(Stored data)
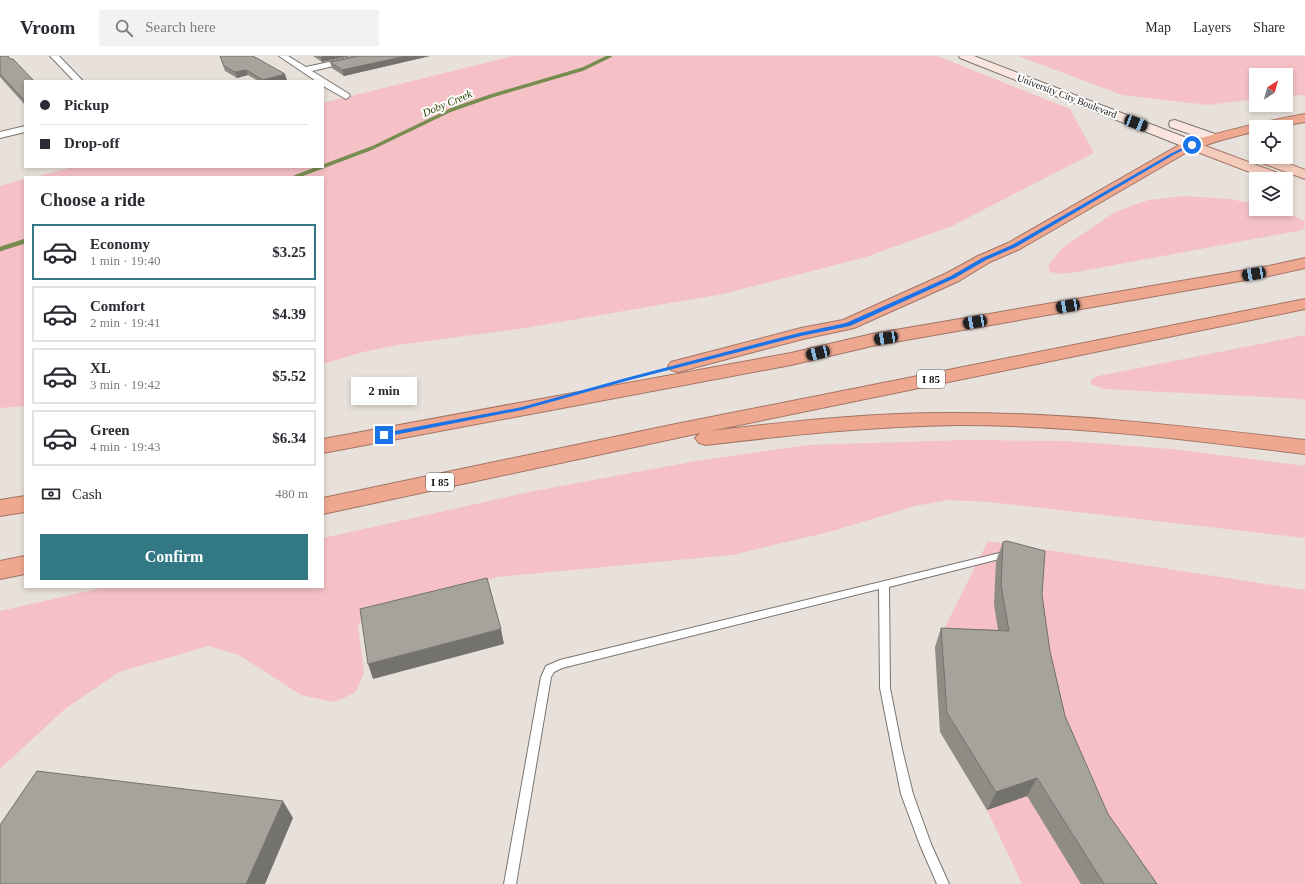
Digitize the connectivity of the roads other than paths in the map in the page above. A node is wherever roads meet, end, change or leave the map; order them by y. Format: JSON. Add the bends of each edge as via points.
{"nodes":[{"id":1,"x":54,"y":56,"type":"edge"},
{"id":2,"x":283,"y":56,"type":"edge"},
{"id":3,"x":368,"y":56,"type":"edge"},
{"id":4,"x":964,"y":56,"type":"edge"},
{"id":5,"x":305,"y":70,"type":"junction"},
{"id":6,"x":78,"y":80,"type":"edge"},
{"id":7,"x":321,"y":80,"type":"edge"},
{"id":8,"x":324,"y":82,"type":"edge"},
{"id":9,"x":346,"y":96,"type":"dead end"},
{"id":10,"x":1305,"y":118,"type":"edge"},
{"id":11,"x":1163,"y":119,"type":"dead end"},
{"id":12,"x":1293,"y":120,"type":"edge"},
{"id":13,"x":24,"y":129,"type":"edge"},
{"id":14,"x":1249,"y":129,"type":"edge"},
{"id":15,"x":0,"y":135,"type":"edge"},
{"id":16,"x":1213,"y":138,"type":"junction"},
{"id":17,"x":1192,"y":145,"type":"junction"},
{"id":18,"x":1235,"y":147,"type":"dead end"},
{"id":19,"x":1278,"y":164,"type":"edge"},
{"id":20,"x":1263,"y":172,"type":"edge"},
{"id":21,"x":1305,"y":175,"type":"edge"},
{"id":22,"x":1293,"y":184,"type":"edge"},
{"id":23,"x":1305,"y":188,"type":"edge"},
{"id":24,"x":1305,"y":263,"type":"edge"},
{"id":25,"x":1305,"y":304,"type":"edge"},
{"id":26,"x":522,"y":409,"type":"junction"},
{"id":27,"x":324,"y":446,"type":"edge"},
{"id":28,"x":1305,"y":447,"type":"edge"},
{"id":29,"x":558,"y":456,"type":"junction"},
{"id":30,"x":24,"y":504,"type":"edge"},
{"id":31,"x":324,"y":506,"type":"edge"},
{"id":32,"x":0,"y":508,"type":"edge"},
{"id":33,"x":1020,"y":555,"type":"edge"},
{"id":34,"x":24,"y":566,"type":"edge"},
{"id":35,"x":0,"y":570,"type":"edge"},
{"id":36,"x":884,"y":584,"type":"junction"},
{"id":37,"x":510,"y":884,"type":"edge"},
{"id":38,"x":943,"y":884,"type":"edge"}],
"edges":[{"from":1,"to":6,"type":"street"},
{"from":2,"to":5,"type":"street"},
{"from":3,"to":5,"type":"street"},
{"from":4,"to":17,"type":"main road","name":"University City Boulevard"},
{"from":5,"to":7,"type":"street"},
{"from":8,"to":9,"type":"street"},
{"from":10,"to":12,"type":"highway"},
{"from":11,"to":16,"type":"main road"},
{"from":13,"to":15,"type":"street"},
{"from":14,"to":16,"type":"highway"},
{"from":16,"to":17,"type":"highway"},
{"from":16,"to":18,"type":"main road"},
{"from":17,"to":20,"type":"main road","name":"University City Boulevard"},
{"from":17,"to":26,"type":"highway","via":[[1014,246],[947,280],[848,324],[800,334]]},
{"from":19,"to":21,"type":"main road"},
{"from":22,"to":23,"type":"main road"},
{"from":24,"to":26,"type":"highway","via":[[872,340],[791,359]]},
{"from":25,"to":29,"type":"highway","number":"I 85"},
{"from":26,"to":27,"type":"highway"},
{"from":28,"to":29,"type":"highway","via":[[1047,421],[958,419],[806,426]]},
{"from":29,"to":31,"type":"highway","number":"I 85"},
{"from":30,"to":32,"type":"highway"},
{"from":33,"to":36,"type":"lane","via":[[1008,554],[986,558]]},
{"from":34,"to":35,"type":"highway"},
{"from":36,"to":37,"type":"lane","via":[[560,664],[550,669],[546,677]]},
{"from":36,"to":38,"type":"lane","via":[[886,688],[897,749],[907,794]]}]}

» What to produce:
Transcribe each entry above exactly, apart from the pictures.

» Task response:
Digitize the connectivity of the roads other than paths in the map in the page above. A node is wherever roads meet, end, change or leave the map; order them by y. Format: JSON. Add the bends of each edge as via points.
{"nodes":[{"id":1,"x":54,"y":56,"type":"edge"},
{"id":2,"x":283,"y":56,"type":"edge"},
{"id":3,"x":368,"y":56,"type":"edge"},
{"id":4,"x":964,"y":56,"type":"edge"},
{"id":5,"x":305,"y":70,"type":"junction"},
{"id":6,"x":78,"y":80,"type":"edge"},
{"id":7,"x":321,"y":80,"type":"edge"},
{"id":8,"x":324,"y":82,"type":"edge"},
{"id":9,"x":346,"y":96,"type":"dead end"},
{"id":10,"x":1305,"y":118,"type":"edge"},
{"id":11,"x":1163,"y":119,"type":"dead end"},
{"id":12,"x":1293,"y":120,"type":"edge"},
{"id":13,"x":24,"y":129,"type":"edge"},
{"id":14,"x":1249,"y":129,"type":"edge"},
{"id":15,"x":0,"y":135,"type":"edge"},
{"id":16,"x":1213,"y":138,"type":"junction"},
{"id":17,"x":1192,"y":145,"type":"junction"},
{"id":18,"x":1235,"y":147,"type":"dead end"},
{"id":19,"x":1278,"y":164,"type":"edge"},
{"id":20,"x":1263,"y":172,"type":"edge"},
{"id":21,"x":1305,"y":175,"type":"edge"},
{"id":22,"x":1293,"y":184,"type":"edge"},
{"id":23,"x":1305,"y":188,"type":"edge"},
{"id":24,"x":1305,"y":263,"type":"edge"},
{"id":25,"x":1305,"y":304,"type":"edge"},
{"id":26,"x":522,"y":409,"type":"junction"},
{"id":27,"x":324,"y":446,"type":"edge"},
{"id":28,"x":1305,"y":447,"type":"edge"},
{"id":29,"x":558,"y":456,"type":"junction"},
{"id":30,"x":24,"y":504,"type":"edge"},
{"id":31,"x":324,"y":506,"type":"edge"},
{"id":32,"x":0,"y":508,"type":"edge"},
{"id":33,"x":1020,"y":555,"type":"edge"},
{"id":34,"x":24,"y":566,"type":"edge"},
{"id":35,"x":0,"y":570,"type":"edge"},
{"id":36,"x":884,"y":584,"type":"junction"},
{"id":37,"x":510,"y":884,"type":"edge"},
{"id":38,"x":943,"y":884,"type":"edge"}],
"edges":[{"from":1,"to":6,"type":"street"},
{"from":2,"to":5,"type":"street"},
{"from":3,"to":5,"type":"street"},
{"from":4,"to":17,"type":"main road","name":"University City Boulevard"},
{"from":5,"to":7,"type":"street"},
{"from":8,"to":9,"type":"street"},
{"from":10,"to":12,"type":"highway"},
{"from":11,"to":16,"type":"main road"},
{"from":13,"to":15,"type":"street"},
{"from":14,"to":16,"type":"highway"},
{"from":16,"to":17,"type":"highway"},
{"from":16,"to":18,"type":"main road"},
{"from":17,"to":20,"type":"main road","name":"University City Boulevard"},
{"from":17,"to":26,"type":"highway","via":[[1014,246],[947,280],[848,324],[800,334]]},
{"from":19,"to":21,"type":"main road"},
{"from":22,"to":23,"type":"main road"},
{"from":24,"to":26,"type":"highway","via":[[872,340],[791,359]]},
{"from":25,"to":29,"type":"highway","number":"I 85"},
{"from":26,"to":27,"type":"highway"},
{"from":28,"to":29,"type":"highway","via":[[1047,421],[958,419],[806,426]]},
{"from":29,"to":31,"type":"highway","number":"I 85"},
{"from":30,"to":32,"type":"highway"},
{"from":33,"to":36,"type":"lane","via":[[1008,554],[986,558]]},
{"from":34,"to":35,"type":"highway"},
{"from":36,"to":37,"type":"lane","via":[[560,664],[550,669],[546,677]]},
{"from":36,"to":38,"type":"lane","via":[[886,688],[897,749],[907,794]]}]}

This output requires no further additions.